Normally, Remy would have been lost in the shadows and never known to be anywhere near this certain alley. But Kai was small, sickly small. Even he, who was dirt poor and someone else's henchman, wouldn't eat out of a dumpster. " 'Ello?"
Kai's eyes flared at the instant sight of such a large, beautiful man. Wait, not man, murderer. "Oh God, please don't kill me." She whispered.
Remy cracked a smile. "Non, petite. Remy not kill 'oo. Why don' weh sit an' talk?"
She shook her head.
"Petite, Remy not gon' hurt 'oo."
She looked him square in the eyes. "You can't hurt me."
He raised his eyebrows. "Zat so?"
Kai nodded and slowly stood from her kneeling and walked towards him. "Give me your hand."
Curious as he was, Remy held his palm up.

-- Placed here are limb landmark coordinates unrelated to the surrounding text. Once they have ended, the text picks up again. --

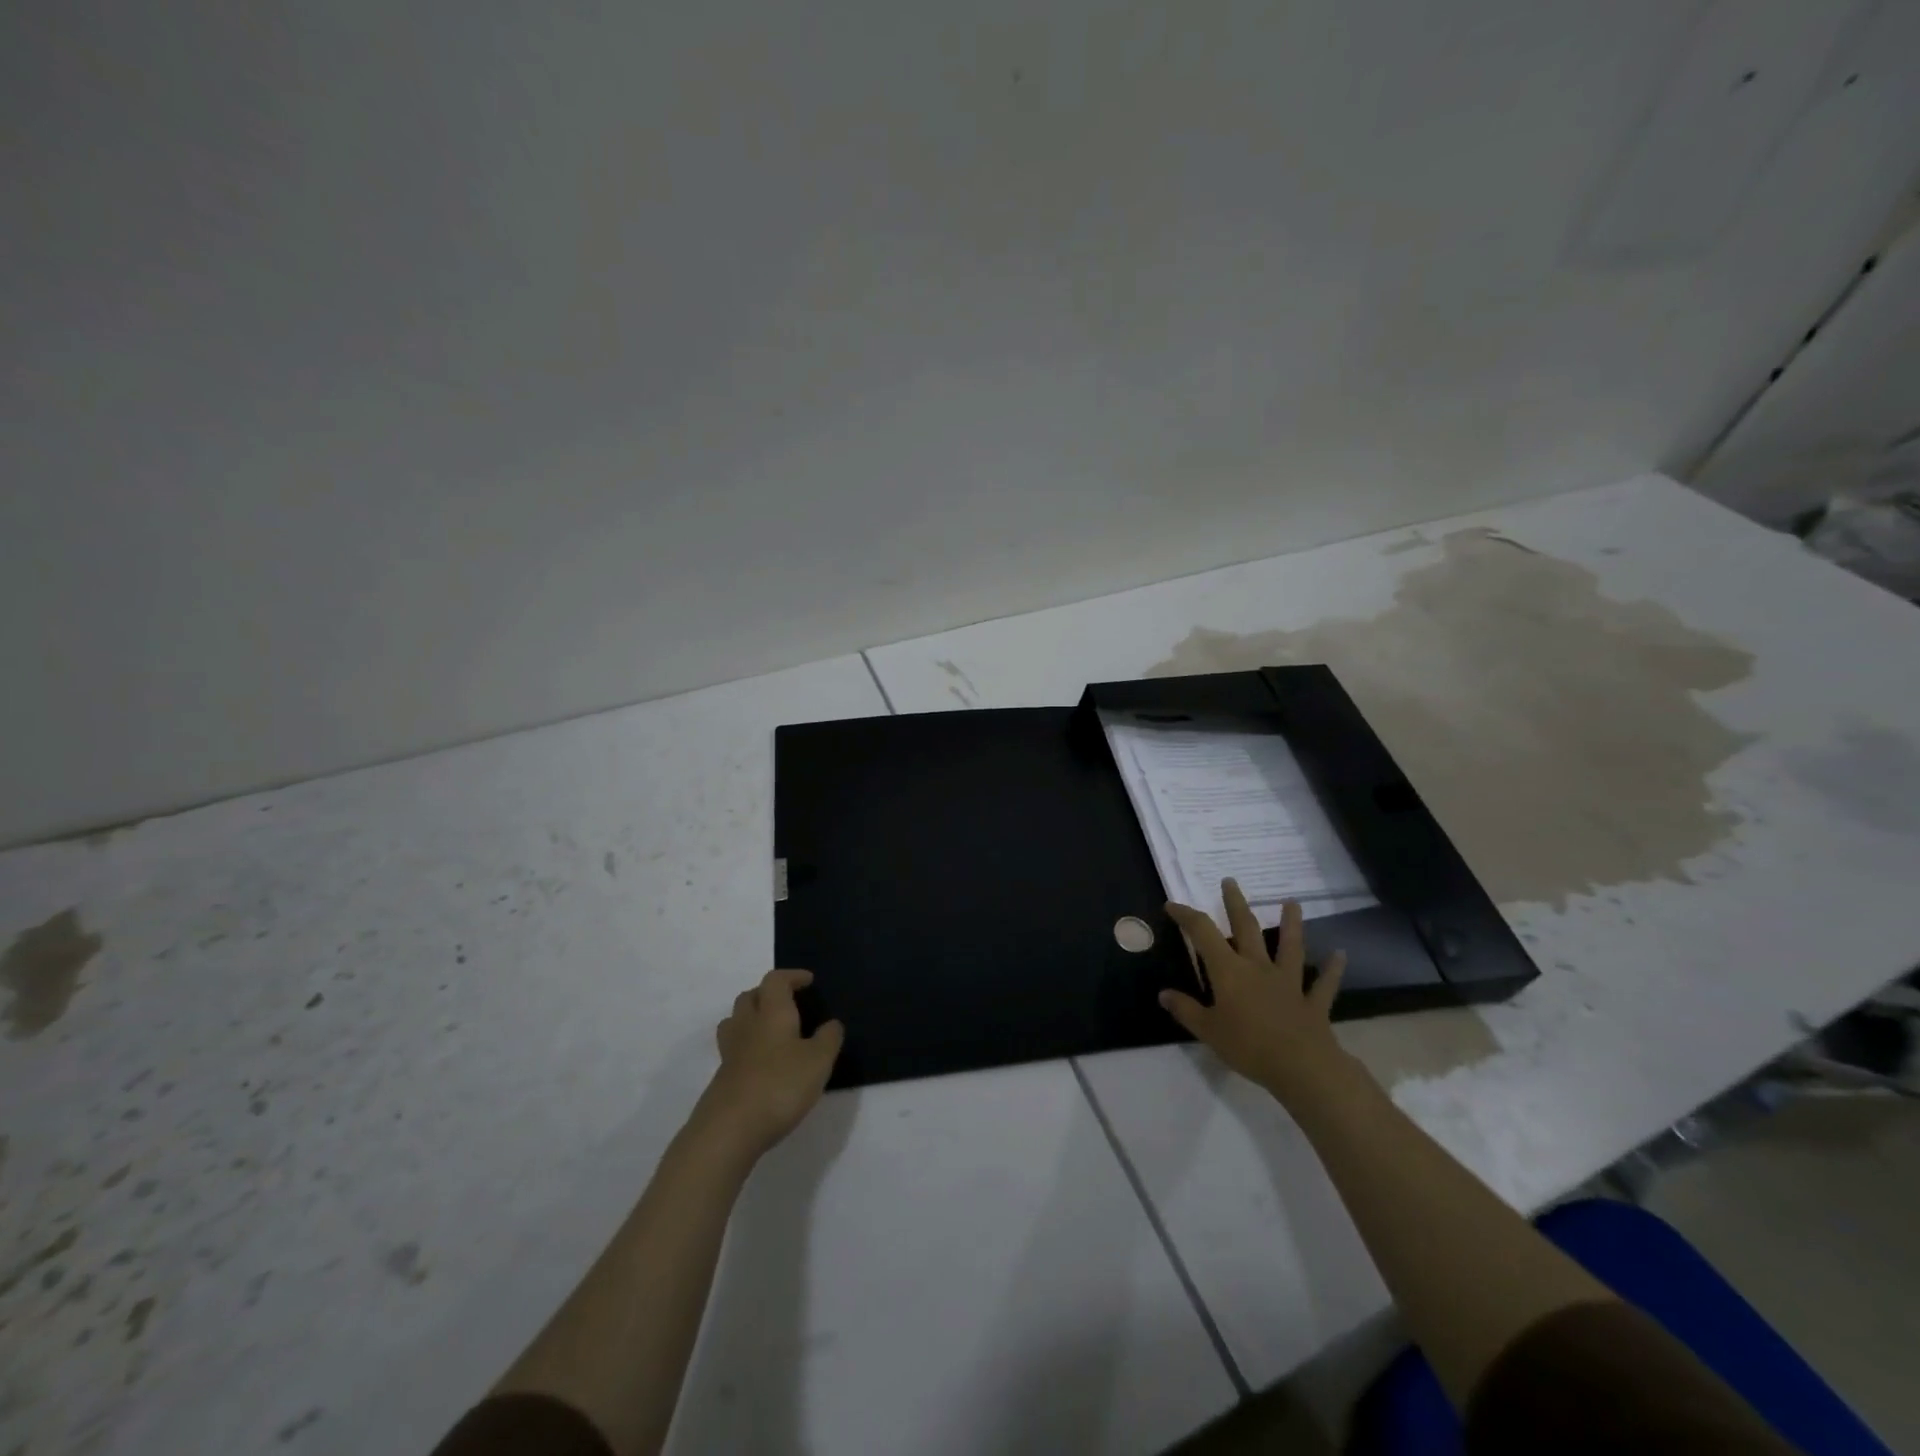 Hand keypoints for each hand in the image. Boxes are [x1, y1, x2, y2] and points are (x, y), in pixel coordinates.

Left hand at [695, 969, 844, 1158]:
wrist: (729, 1129)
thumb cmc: (780, 1085)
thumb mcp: (818, 1061)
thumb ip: (828, 1039)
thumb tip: (831, 1024)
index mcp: (772, 1013)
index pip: (775, 980)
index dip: (791, 976)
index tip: (808, 982)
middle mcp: (748, 1025)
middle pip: (749, 996)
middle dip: (768, 994)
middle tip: (788, 1003)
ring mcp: (730, 1053)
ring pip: (736, 1021)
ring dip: (752, 1018)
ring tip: (772, 1031)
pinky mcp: (722, 1078)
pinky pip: (734, 1050)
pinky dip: (747, 1048)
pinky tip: (763, 1065)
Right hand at [1160, 880, 1354, 1104]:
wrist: (1301, 1067)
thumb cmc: (1248, 1046)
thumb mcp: (1207, 1030)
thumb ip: (1185, 1009)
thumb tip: (1163, 993)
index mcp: (1229, 971)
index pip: (1203, 933)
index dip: (1186, 916)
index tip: (1172, 905)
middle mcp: (1258, 967)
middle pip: (1246, 928)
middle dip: (1235, 903)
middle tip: (1230, 881)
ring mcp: (1288, 982)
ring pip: (1290, 947)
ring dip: (1291, 924)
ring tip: (1292, 903)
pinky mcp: (1312, 1002)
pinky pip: (1323, 984)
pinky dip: (1332, 969)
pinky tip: (1340, 954)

His fingers stuck out of his gloved hands.
Slowly, Kai pulled a pocket knife from her jeans pocket and sliced his thumb deeply.
Remy gritted his teeth and glared but didn't make a sound. He watched in amazement as the teenager calmly placed her left hand over his bleeding thumb. A strange sensation came over him as the pain slipped away from his thumb. He felt...full of life! As if everything was his for the taking. He could fly if he kept this high any longer. But then, suddenly it vanished. He looked at the girl. She was smiling. He looked at her hand...it was slashed at the thumb and dripping with blood.
"Jesus, Mary, and Joseph..." Remy muttered as he watched the injured thumb of Kai's quickly dissolve into nothing as she healed.
Returning to the present, Kai tugged on Remy's sleeve. "Come on, let's go home. I have jambalaya in the cooler."
He grinned at his petite and took her hand again as they walked home together.